Data for this task:
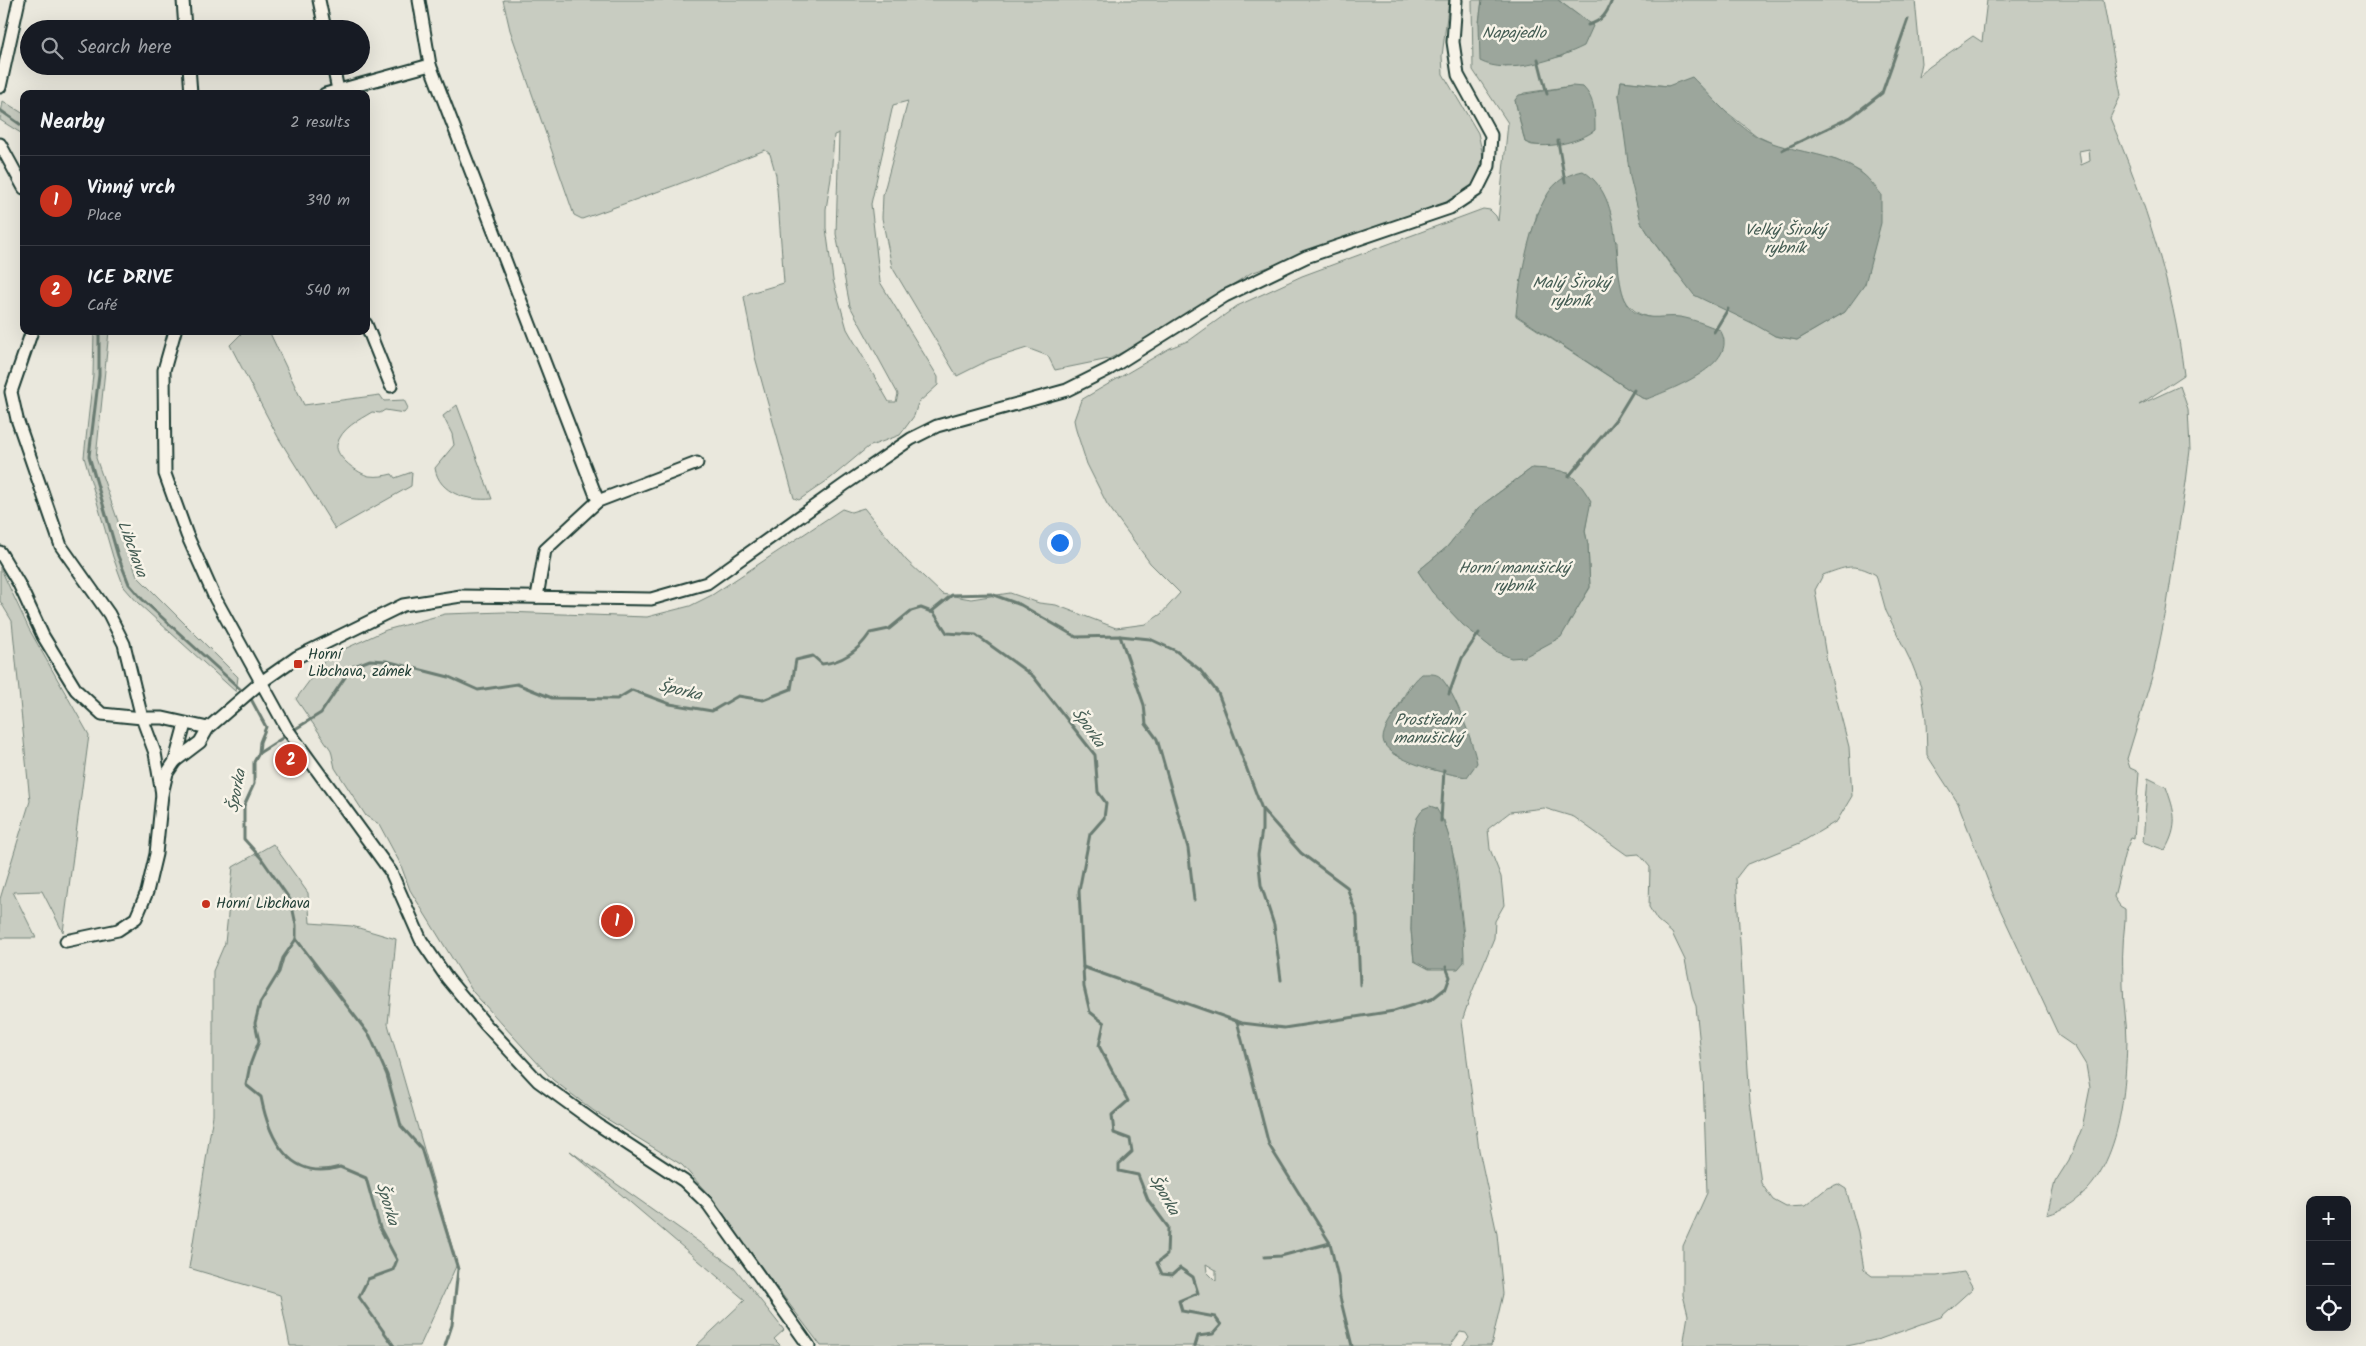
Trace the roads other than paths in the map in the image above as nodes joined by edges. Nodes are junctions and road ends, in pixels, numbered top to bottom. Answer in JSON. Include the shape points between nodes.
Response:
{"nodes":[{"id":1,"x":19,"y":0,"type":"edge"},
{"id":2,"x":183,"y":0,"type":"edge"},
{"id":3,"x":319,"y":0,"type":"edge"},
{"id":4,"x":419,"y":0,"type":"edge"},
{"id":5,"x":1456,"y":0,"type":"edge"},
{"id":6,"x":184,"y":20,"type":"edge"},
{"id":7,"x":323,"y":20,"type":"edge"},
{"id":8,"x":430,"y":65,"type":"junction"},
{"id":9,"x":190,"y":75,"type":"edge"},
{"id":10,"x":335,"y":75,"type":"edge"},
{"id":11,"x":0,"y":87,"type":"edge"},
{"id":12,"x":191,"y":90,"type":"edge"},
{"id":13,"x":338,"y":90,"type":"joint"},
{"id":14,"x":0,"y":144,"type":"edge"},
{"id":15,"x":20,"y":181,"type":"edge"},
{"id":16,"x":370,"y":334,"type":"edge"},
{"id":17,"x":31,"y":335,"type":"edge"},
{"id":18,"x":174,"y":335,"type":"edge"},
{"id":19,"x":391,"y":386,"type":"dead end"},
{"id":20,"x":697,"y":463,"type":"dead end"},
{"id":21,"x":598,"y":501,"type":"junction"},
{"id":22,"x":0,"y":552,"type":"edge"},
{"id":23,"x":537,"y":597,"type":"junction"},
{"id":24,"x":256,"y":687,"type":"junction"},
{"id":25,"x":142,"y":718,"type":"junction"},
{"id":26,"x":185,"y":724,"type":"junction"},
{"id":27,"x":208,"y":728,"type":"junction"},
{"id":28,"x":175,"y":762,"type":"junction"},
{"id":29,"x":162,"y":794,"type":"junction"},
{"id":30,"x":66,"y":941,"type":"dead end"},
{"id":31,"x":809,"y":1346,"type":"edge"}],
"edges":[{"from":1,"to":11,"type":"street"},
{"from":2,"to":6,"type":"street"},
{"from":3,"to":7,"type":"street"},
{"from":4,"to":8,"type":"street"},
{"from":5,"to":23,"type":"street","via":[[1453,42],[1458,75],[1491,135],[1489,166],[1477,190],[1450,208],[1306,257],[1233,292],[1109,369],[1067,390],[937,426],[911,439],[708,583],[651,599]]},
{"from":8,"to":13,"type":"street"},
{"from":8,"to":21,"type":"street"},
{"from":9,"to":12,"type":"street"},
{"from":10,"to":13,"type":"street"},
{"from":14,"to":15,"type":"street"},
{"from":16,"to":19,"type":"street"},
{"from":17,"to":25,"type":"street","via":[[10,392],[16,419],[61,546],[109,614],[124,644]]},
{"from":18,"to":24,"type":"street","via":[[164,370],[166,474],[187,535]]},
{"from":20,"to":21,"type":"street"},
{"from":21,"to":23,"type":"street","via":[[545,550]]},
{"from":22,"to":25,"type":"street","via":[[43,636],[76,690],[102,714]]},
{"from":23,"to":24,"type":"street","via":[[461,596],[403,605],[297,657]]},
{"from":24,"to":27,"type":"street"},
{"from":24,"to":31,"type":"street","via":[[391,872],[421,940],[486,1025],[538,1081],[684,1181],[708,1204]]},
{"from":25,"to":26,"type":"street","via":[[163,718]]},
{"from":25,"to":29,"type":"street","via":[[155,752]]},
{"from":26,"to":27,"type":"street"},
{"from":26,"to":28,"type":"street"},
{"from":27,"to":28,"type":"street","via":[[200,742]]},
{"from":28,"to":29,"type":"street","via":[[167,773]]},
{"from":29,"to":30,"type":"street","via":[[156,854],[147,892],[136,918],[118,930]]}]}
---
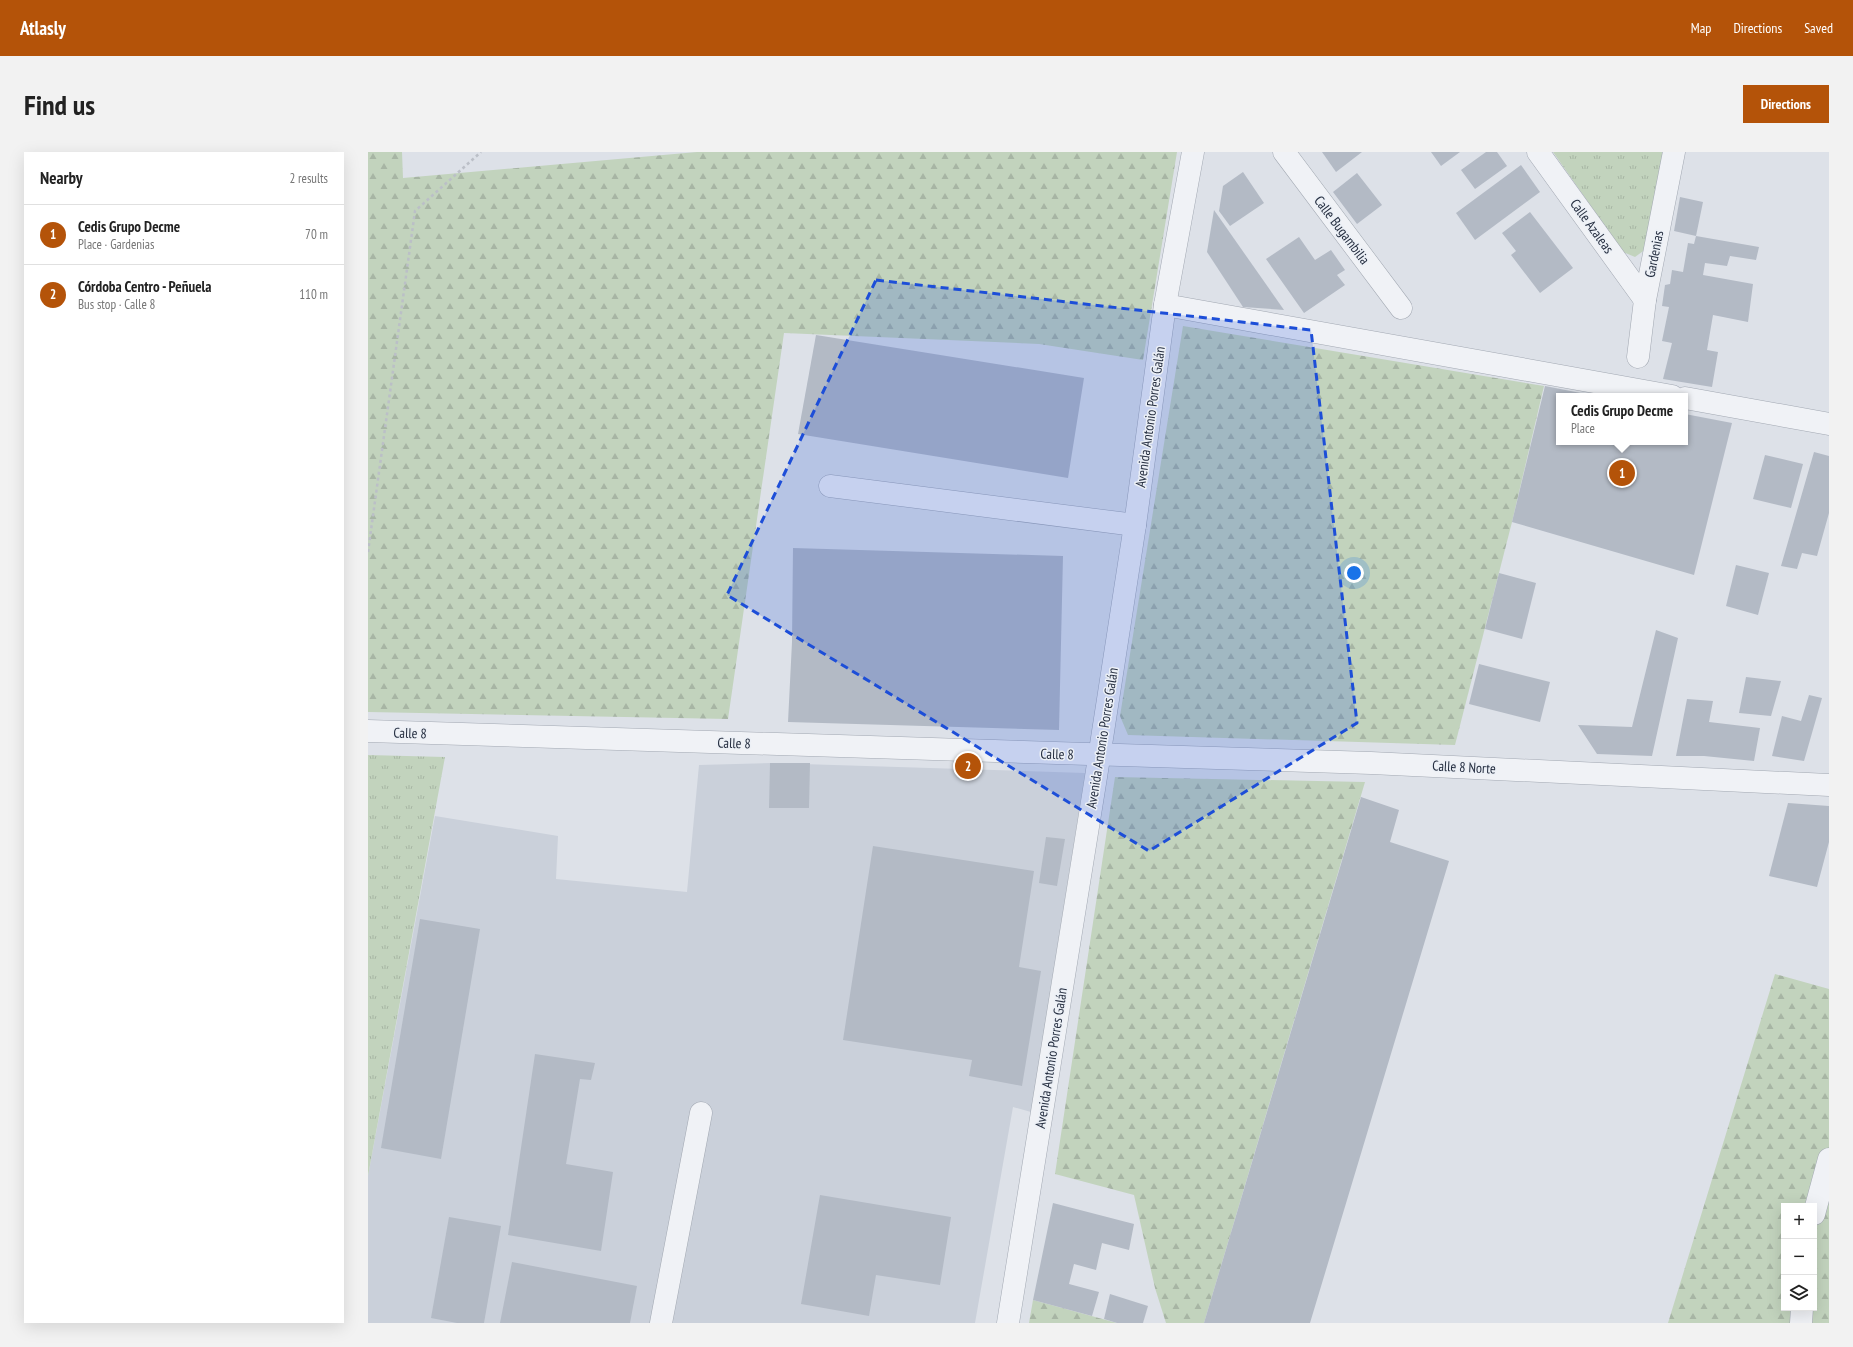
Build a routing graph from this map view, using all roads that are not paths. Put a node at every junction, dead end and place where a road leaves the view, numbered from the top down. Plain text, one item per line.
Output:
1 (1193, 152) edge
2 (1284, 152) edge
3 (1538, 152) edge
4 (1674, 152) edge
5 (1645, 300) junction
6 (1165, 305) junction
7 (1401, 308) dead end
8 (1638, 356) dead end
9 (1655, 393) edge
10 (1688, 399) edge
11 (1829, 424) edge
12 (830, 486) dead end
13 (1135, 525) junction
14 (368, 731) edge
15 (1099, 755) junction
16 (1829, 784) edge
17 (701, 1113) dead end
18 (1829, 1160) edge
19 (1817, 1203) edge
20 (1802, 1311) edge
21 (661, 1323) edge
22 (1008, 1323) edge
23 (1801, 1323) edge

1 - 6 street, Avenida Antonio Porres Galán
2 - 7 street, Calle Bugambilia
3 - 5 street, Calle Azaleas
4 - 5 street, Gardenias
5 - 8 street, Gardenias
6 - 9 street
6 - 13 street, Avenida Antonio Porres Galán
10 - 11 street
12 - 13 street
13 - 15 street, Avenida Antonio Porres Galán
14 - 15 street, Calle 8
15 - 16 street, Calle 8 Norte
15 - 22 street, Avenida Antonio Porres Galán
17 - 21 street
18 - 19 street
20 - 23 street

Work to complete: The job here is to find each line above with the word "roads" and copy it.

Expected answer:
Trace the roads other than paths in the map in the image above as nodes joined by edges. Nodes are junctions and road ends, in pixels, numbered top to bottom. Answer in JSON. Include the shape points between nodes.
Build a routing graph from this map view, using all roads that are not paths. Put a node at every junction, dead end and place where a road leaves the view, numbered from the top down. Plain text, one item per line.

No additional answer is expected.